03:39 En gros, aujourd'hui vous avez des camions-citernes qui changent de dépôt pour se ravitailler,
03:46 et ensuite approvisionner les stations-services.
03:48 Or il y a des temps d'attente sur les dépôts ouverts qui peuvent atteindre 6 heures.
03:54 On voit bien que c'est une journée de perdue.
03:55 - On a entendu il y a 10 jours, 2 semaines, l'appel du secteur,
03:59 ça se double le message en disant d'un côté "vous inquiétez pas, il n'y a pas de risque de pénurie",
04:04 et puis de l'autre, appel à la responsabilité adressée aux automobilistes
04:08 contre le réflexe de surstockage de carburant.
04:11 Est-ce que cette réaction des automobilistes a un impact direct sur la pénurie,
04:16 sur les stations-services qui manquent de carburant ?
04:17 - Mécaniquement ça peut avoir un impact,
04:19 puisque je redis qu'il faut plus de temps pour réapprovisionner les stations-services en débit normal,
04:26 si au surplus les automobilistes prennent plus de carburant que nécessaire,
04:32 il est évident que la station-service va se retrouver en défaut d'un produit ou de deux plus rapidement,
04:37 et sera réapprovisionnée pas plus rapidement.
04:39 Donc forcément que ça augmente le nombre de jours où une station-service se trouve en défaillance sur un ou deux produits.
04:46 Alors cela étant, nos entreprises ne nous ont pas signalé, contrairement à octobre,
04:51 de mouvements spectaculaires en quelque sorte de peur ou de manquer.
04:58 Il y a effectivement quand même des temps d'attente, notamment sur les départements cités,
05:02 c'est normal puisqu'on en a besoin, etc.
05:05 Mais ce ne sont pas, semble-t-il, contrairement à octobre, des situations où les gens vont inutilement faire le plein.
05:12 Peut-être les gens ont-ils compris que ce n'était pas le défaut de produits qui posait problème,
05:18 mais le temps logistique de réapprovisionnement.
05:21 Et d'ailleurs je rappellerai que sur octobre 2022, au final, il a été distribué presque autant de produits que dans un mois d'octobre normal.

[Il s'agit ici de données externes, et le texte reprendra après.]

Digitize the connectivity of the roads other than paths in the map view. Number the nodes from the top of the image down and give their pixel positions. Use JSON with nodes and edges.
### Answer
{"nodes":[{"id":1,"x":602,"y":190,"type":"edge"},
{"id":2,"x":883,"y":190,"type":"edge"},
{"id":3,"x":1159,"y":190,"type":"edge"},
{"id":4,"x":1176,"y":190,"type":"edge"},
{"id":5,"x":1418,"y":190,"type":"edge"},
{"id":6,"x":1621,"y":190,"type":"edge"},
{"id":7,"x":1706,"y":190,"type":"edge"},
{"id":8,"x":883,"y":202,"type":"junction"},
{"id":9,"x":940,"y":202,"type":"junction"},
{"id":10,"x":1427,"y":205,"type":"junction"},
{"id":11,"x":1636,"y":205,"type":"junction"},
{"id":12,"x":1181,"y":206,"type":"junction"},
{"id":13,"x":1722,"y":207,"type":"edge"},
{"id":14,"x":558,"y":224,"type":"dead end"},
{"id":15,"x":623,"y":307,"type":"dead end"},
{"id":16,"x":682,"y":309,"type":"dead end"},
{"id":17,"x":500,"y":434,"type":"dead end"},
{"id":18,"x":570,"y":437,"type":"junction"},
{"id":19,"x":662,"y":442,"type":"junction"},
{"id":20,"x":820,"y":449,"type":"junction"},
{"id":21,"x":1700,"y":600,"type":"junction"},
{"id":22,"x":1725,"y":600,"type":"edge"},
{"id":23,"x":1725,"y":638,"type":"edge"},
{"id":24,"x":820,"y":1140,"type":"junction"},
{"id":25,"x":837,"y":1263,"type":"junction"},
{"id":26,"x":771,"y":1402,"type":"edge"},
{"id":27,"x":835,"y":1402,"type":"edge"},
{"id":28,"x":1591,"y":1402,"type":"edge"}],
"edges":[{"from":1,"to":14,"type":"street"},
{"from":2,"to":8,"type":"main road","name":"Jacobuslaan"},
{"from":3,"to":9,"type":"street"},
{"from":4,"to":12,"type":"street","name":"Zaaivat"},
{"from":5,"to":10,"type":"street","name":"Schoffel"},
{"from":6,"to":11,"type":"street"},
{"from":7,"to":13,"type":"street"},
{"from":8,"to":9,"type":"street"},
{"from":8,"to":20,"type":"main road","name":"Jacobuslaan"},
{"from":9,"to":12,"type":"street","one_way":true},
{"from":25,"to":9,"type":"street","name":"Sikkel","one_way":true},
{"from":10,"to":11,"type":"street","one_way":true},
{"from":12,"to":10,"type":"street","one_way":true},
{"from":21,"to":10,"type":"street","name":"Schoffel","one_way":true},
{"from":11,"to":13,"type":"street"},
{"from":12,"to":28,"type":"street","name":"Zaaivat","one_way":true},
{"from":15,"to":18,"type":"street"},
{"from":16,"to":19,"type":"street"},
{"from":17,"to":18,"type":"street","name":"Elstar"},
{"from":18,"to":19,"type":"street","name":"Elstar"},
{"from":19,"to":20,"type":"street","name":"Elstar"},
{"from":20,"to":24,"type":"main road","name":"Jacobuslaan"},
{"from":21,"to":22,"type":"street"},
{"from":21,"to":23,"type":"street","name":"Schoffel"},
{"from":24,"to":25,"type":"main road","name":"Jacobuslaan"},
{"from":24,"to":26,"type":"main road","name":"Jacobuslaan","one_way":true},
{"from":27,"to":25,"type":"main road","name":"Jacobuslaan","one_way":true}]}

05:29 Ce qui voulait bien dire qu'il n'y avait pas de problématiques de produits, mais des problématiques logistiques.
05:33 - Frédéric Plant, il reste la question du prix. Est-ce qu'avec cette situation, le prix des carburants peut de nouveau augmenter ?
05:38 - Alors oui, manifestement, ça c'est bien dommage, puisque les coûts étaient orientés à la baisse la semaine dernière,
05:46 donc il y a déjà eu une petite baisse la semaine dernière, et on s'attendait à une baisse bien sûr pour la semaine en cours.
05:51 Le fait est que le surcoût logistique qui fait circuler des camions-citernes de ravitaillement
05:56 sur plusieurs centaines de kilomètres supplémentaires, des temps d'attente, je vous le disais, de plus de 6 heures,
06:00 tout ça a un coût logistique qui fait qu'on ne bénéficiera pas de la baisse cette semaine.
06:04 - Bon, ça va se répercuter donc à la pompe. Merci Frédéric Plant, délégué général de la Fédération des combustibles, carburants et chauffage.
06:11 Je rappelle que vous représentez les stations-services indépendantes. Merci à vous.